Music Ex Machina: Methods and Methodologies for Technology-Centred Practice-Based Research in Contemporary Music

A free symposium at Royal Holloway, University of London

16 June 2023

Keynote Speaker: Dr Scott McLaughlin, University of Leeds

Registration is now closed

The entanglement of digital technology within practices of contemporary music-making cannot be overstated. Varied forms of cutting-edge technology, both hardware and software incorporating programming languages and artificial intelligence, are so enmeshed within contemporary music as to form its very aesthetic backbone as well as the stimulus allowing access to new forms of expression.

But in the ‘expanded field’ within which traditional roles of composer and performer are up for renegotiation (Shlomowitz 2018), what role does technology, itself a social and multi-layered actant (Latour 1991), play within the creative methods and methodologies of contemporary musical practice? Beyond an enabling tool or novel conduit, how does digital technology shape and affect creative musical processes?

This symposium, co-hosted by Cyborg Soloists and Technology in Musical Performance (TiMP), will explore and reflect upon the new methods and methodologies afforded by cutting edge technologies in creative musical practice.

Papers consider the opportunities and challenges recent technological developments pose for contemporary music making as well as how these approaches might be conceptualised within practice-based research methodologies, reassessing notions of agency, authorship and ethics within technology-informed practice and the sphere of the post- or transhuman.

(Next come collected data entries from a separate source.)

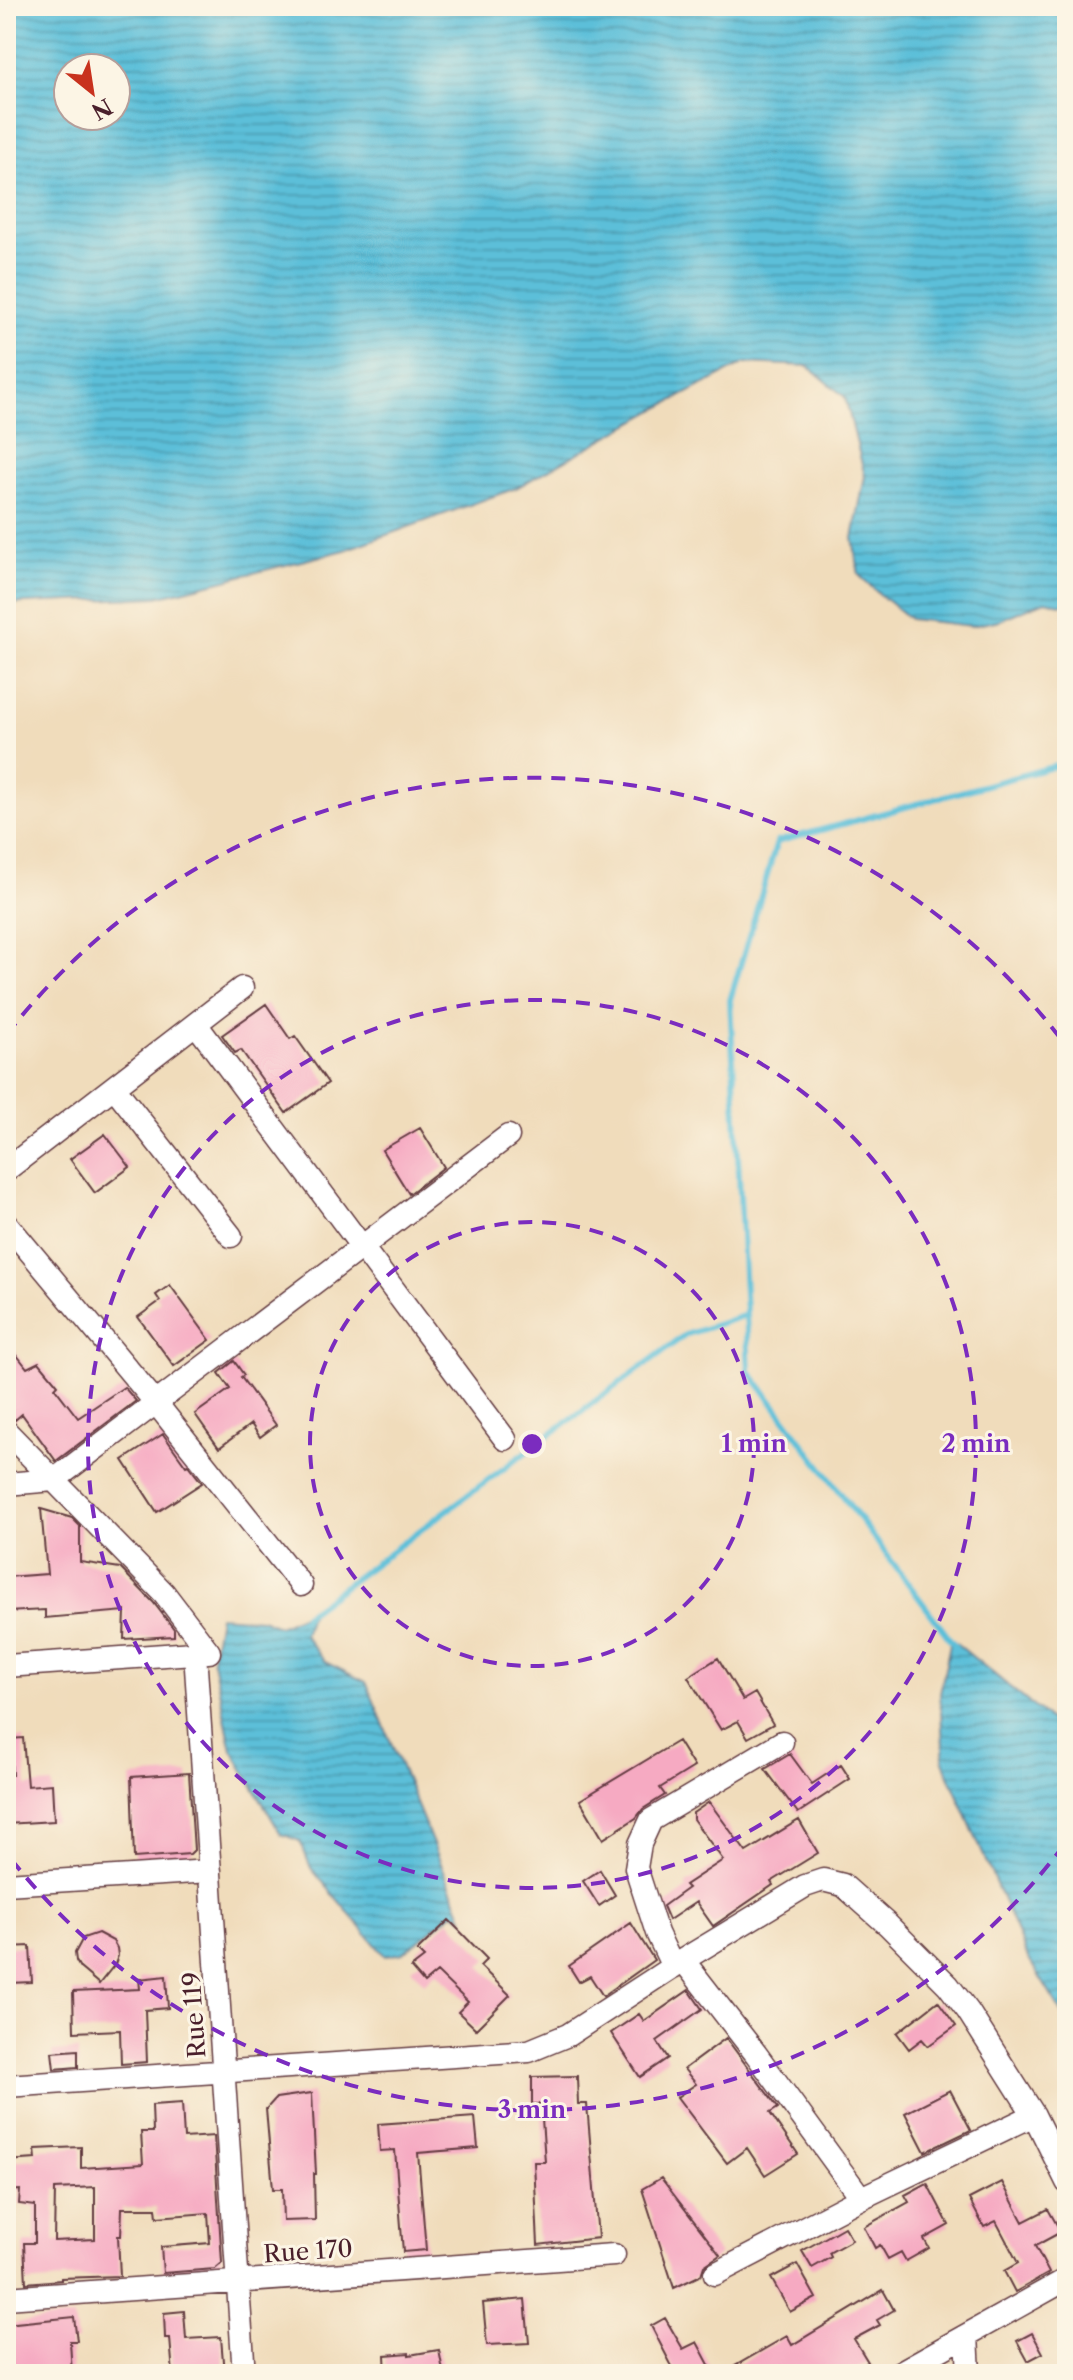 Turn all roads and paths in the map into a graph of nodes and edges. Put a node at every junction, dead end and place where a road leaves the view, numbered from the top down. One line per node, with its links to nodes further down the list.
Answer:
1 (242, 988): 2 (street)
2 (196, 1024): 3 (street); 8 (street)
3 (114, 1087): 5 (street); 7 (street)
4 (508, 1136): 8 (street)
5 (6, 1170)
6 (6, 1223): 9 (street)
7 (231, 1236)
8 (362, 1247): 9 (street); 11 (street)
9 (156, 1403): 12 (street); 14 (street)
10 (6, 1431): 12 (street)
11 (505, 1439)
12 (54, 1480): 13 (street); 15 (street)
13 (6, 1484)
14 (301, 1585)
15 (202, 1653): 16 (street); 18 (street, Rue 119)
16 (6, 1666)
17 (782, 1742): 20 (street)
18 (210, 1871): 19 (street); 21 (street, Rue 119)
19 (6, 1884)
20 (678, 1964): 21 (street); 23 (street); 25 (street)
21 (224, 2072): 22 (street); 29 (street, Rue 119)
22 (6, 2086)
23 (1034, 2115): 24 (street); 25 (street)
24 (1067, 2182)
25 (861, 2198): 27 (street)
26 (614, 2255): 29 (street, Rue 170)
27 (715, 2274)
28 (1067, 2279): 31 (street)
29 (238, 2283): 30 (street, Rue 170); 32 (street, Rue 119)
30 (6, 2298)
31 (967, 2335): 33 (street); 34 (street)
32 (244, 2374)
33 (897, 2374)
34 (969, 2374) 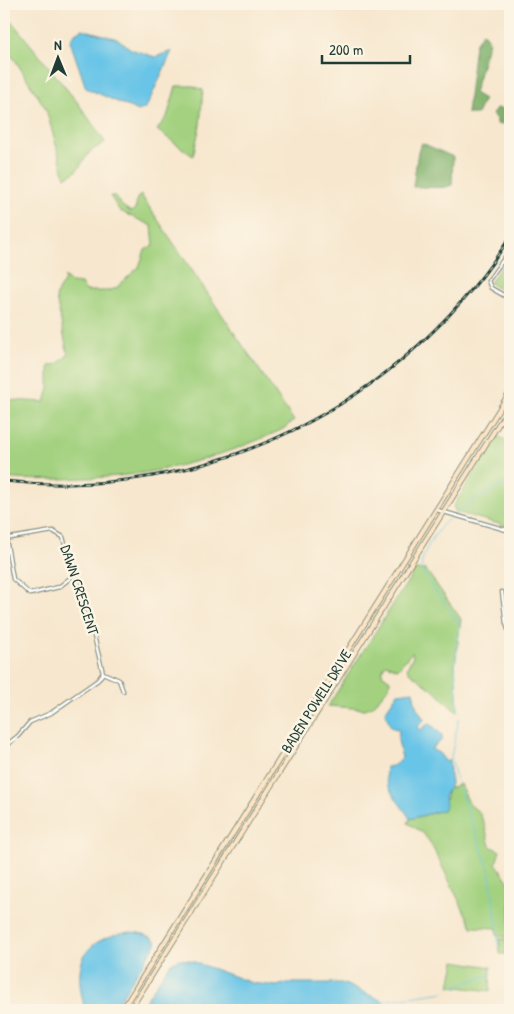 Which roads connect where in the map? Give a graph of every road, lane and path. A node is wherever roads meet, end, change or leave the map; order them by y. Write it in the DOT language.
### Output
graph roads {
  1 [pos="510,250"];
  2 [pos="510,299"];
  3 [pos="510,392"];
  4 [pos="510,406"];
  5 [pos="437,510"];
  6 [pos="444,512"];
  7 [pos="510,531"];
  8 [pos="5,539"];
  9 [pos="75,575"];
  10 [pos="502,592"];
  11 [pos="510,621"];
  12 [pos="506,623"];
  13 [pos="510,636"];
  14 [pos="103,673"];
  15 [pos="510,674"];
  16 [pos="123,691"];
  17 [pos="510,700"];
  18 [pos="4,747"];
  19 [pos="122,1010"];
  20 [pos="130,1010"];
  1 -- 2 [label="street"];
  3 -- 5 [label="main road, BADEN POWELL DRIVE"];
  4 -- 6 [label="main road, BADEN POWELL DRIVE"];
  5 -- 6 [label="street"];
  5 -- 19 [label="main road, BADEN POWELL DRIVE"];
  6 -- 7 [label="street"];
  6 -- 20 [label="main road, BADEN POWELL DRIVE"];
  8 -- 9 [label="street, DAWN CRESCENT"];
  8 -- 9 [label="street"];
  9 -- 14 [label="street, DAWN CRESCENT"];
  10 -- 12 [label="street"];
  11 -- 12 [label="street"];
  12 -- 13 [label="street"];
  14 -- 16 [label="street"];
  14 -- 18 [label="street"];
  15 -- 17 [label="street"];
} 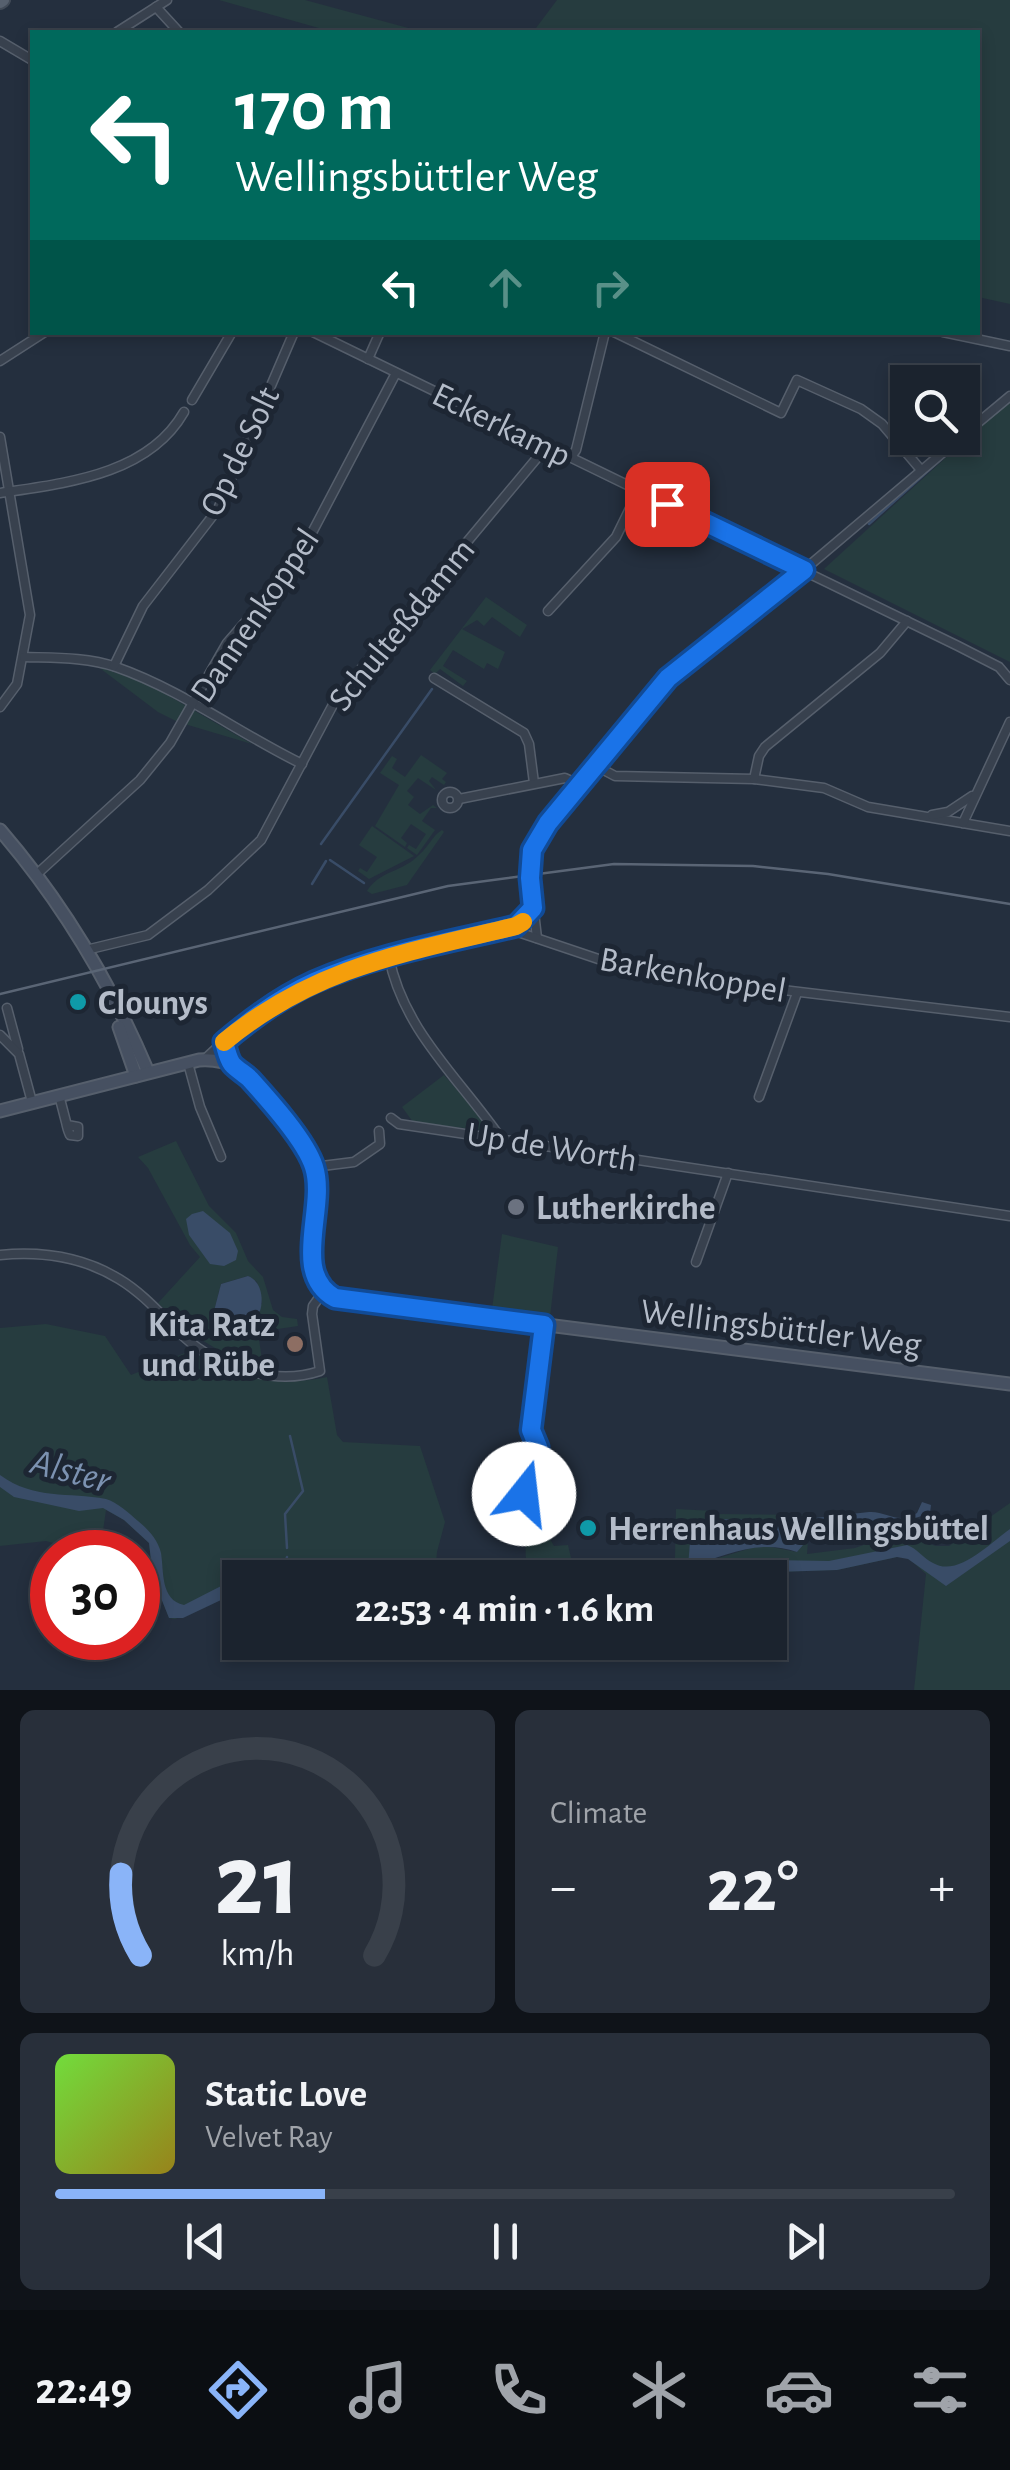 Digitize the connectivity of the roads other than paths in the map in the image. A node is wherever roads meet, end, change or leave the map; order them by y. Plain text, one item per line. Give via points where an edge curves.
1 (168, 0) edge
2 (156, 8) junction
3 (120, 30) edge
4 (177, 30) edge
5 (0, 40) edge
6 (30, 59) edge
7 (40, 335) edge
8 (230, 335) edge
9 (293, 335) edge
10 (319, 335) edge
11 (379, 335) edge
12 (604, 335) edge
13 (620, 335) edge
14 (957, 335) edge
15 (1010, 346) edge
16 (368, 359) junction
17 (0, 360) edge
18 (396, 372) junction
19 (1010, 396) edge
20 (192, 400) dead end
21 (184, 412) dead end
22 (980, 420) edge
23 (0, 437) edge
24 (548, 446) junction
25 (939, 455) edge
26 (572, 457) junction
27 (921, 470) junction
28 (638, 490) junction
29 (4, 492) edge
30 (804, 570) junction
31 (548, 611) dead end
32 (907, 621) junction
33 (24, 657) junction
34 (114, 666) junction
35 (434, 678) dead end
36 (1010, 680) edge
37 (192, 705) junction
38 (0, 707) edge
39 (1010, 722) edge
40 (302, 764) junction
41 (596, 766) junction
42 (754, 779) junction
43 (534, 783) junction
44 (580, 785) junction
45 (976, 793) junction
46 (459, 799) dead end
47 (925, 816) junction
48 (963, 822) junction
49 (1010, 831) edge
50 (3, 838) edge
51 (37, 874) junction
52 (533, 908) junction
53 (497, 931) junction
54 (537, 938) junction
55 (86, 950) junction
56 (389, 958) junction
57 (797, 993) junction
58 (7, 1008) dead end
59 (1010, 1017) edge
60 (0, 1036) edge
61 (224, 1042) junction
62 (19, 1054) junction
63 (204, 1060) junction
64 (188, 1063) junction
65 (233, 1066) junction
66 (142, 1074) junction
67 (59, 1094) junction
68 (759, 1097) dead end
69 (32, 1102) junction
70 (0, 1111) edge
71 (391, 1118) dead end
72 (66, 1126) dead end
73 (379, 1130) dead end
74 (500, 1137) junction
75 (221, 1157) dead end
76 (314, 1167) junction
77 (728, 1173) junction
78 (1010, 1216) edge
79 (0, 1255) edge
80 (696, 1262) dead end
81 (323, 1292) junction
82 (544, 1325) junction
83 (1010, 1384) edge
84 (524, 1494) dead end

1 - 2 street
2 - 3 street
2 - 4 street
5 - 6 street
7 - 17 street
8 - 20 street
9 - 34 street, Op de Solt via 218,509 142,606
10 - 16 street, Eckerkamp
11 - 16 street
12 - 26 street
13 - 27 street via 781,413 797,380 882,424
14 - 15 street
16 - 18 street, Eckerkamp
18 - 24 street, Eckerkamp
18 - 37 street, Dannenkoppel via 295,565 227,643
19 - 22 street
21 - 29 street via 142,456 95,476
23 - 29 street
24 - 26 street, Eckerkamp
24 - 40 street, Schulteßdamm via 336,699
25 - 27 street
26 - 28 street, Eckerkamp
27 - 30 street
28 - 30 street, Eckerkamp
28 - 31 street via 616,537
29 - 33 street via 30,615
30 - 32 street, Eckerkamp
30 - 41 street via 668,678
32 - 36 street, Eckerkamp via 1000,666
32 - 42 street via 880,653 765,747
33 - 34 street
33 - 38 street via 17,684
34 - 37 street
35 - 43 street via 524,733
37 - 40 street
37 - 51 street, Dannenkoppel via 153,766
39 - 45 street
40 - 55 street, Schulteßdamm via 261,840 208,890 143,938
41 - 42 street via 615,776
41 - 44 street
42 - 47 street via 824,788 868,806
43 - 44 street via 565,778
43 - 46 street
44 - 52 street via 532,850
45 - 47 street via 948,812
45 - 48 street
47 - 48 street
48 - 49 street
50 - 51 main road
51 - 55 main road
52 - 53 street via 516,926
52 - 54 street
53 - 54 street, Barkenkoppel
53 - 56 street, Barkenkoppel
54 - 57 street, Barkenkoppel via 640,973
55 - 66 main road via 112,994
56 - 61 street, Barkenkoppel via 311,984
56 - 74 street via 419,1030
57 - 59 street, Barkenkoppel
57 - 68 street
58 - 62 street
60 - 62 street
61 - 63 street, Barkenkoppel
61 - 65 street
62 - 69 street
63 - 64 main road
63 - 65 main road
64 - 66 main road
64 - 75 street
65 - 76 main road via 263,1095
66 - 67 main road
67 - 69 main road
67 - 72 street
69 - 70 main road
71 - 74 street, Up de Worth
73 - 76 street via 380,1144 354,1162
74 - 77 street, Up de Worth
76 - 81 main road via 312,1266
77 - 78 street, Up de Worth
77 - 80 street
79 - 81 street via 53,1255 102,1270 142,1295 204,1351 272,1376 320,1371 312,1306
81 - 82 main road, Wellingsbüttler Weg
82 - 83 main road, Wellingsbüttler Weg
82 - 84 street via 531,1430 538,1447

The symposium will be divided into three sessions:

  • Hyperreality: How are technological tools and media used to render new and artificial realities for practitioners and audiences? What are the ethical implications of inviting an audience into such a ‘space’ as a visitor, or ‘user’?

  • Intelligent Machines: This session will explore various ways in which AI and machine learning technologies might be utilised in creative practice. Papers consider how practitioners must adopt new methods, including curation, data management and transmediation.

  • Augmented Instruments: How might new technologies be used to augment both historical and digital instruments? Not only do such practices allow for new and extended musical vocabularies, but also open avenues for accessibility and collaboration.

The Keynote speaker is Dr Scott McLaughlin (University of Leeds) and the symposium will conclude with a performance of his Entangled Trio by Dr Zubin Kanga and Dr Mira Benjamin.

Schedule below - the full programme will be available to download soon.

Details and Registration

This is a free event. Lunch and refreshments will be provided.
Date: 16 June 2023
Location: The Boilerhouse, Royal Holloway, University of London, Egham Hill, Egham, Surrey, TW20 0EX [Map] [How to get to Royal Holloway]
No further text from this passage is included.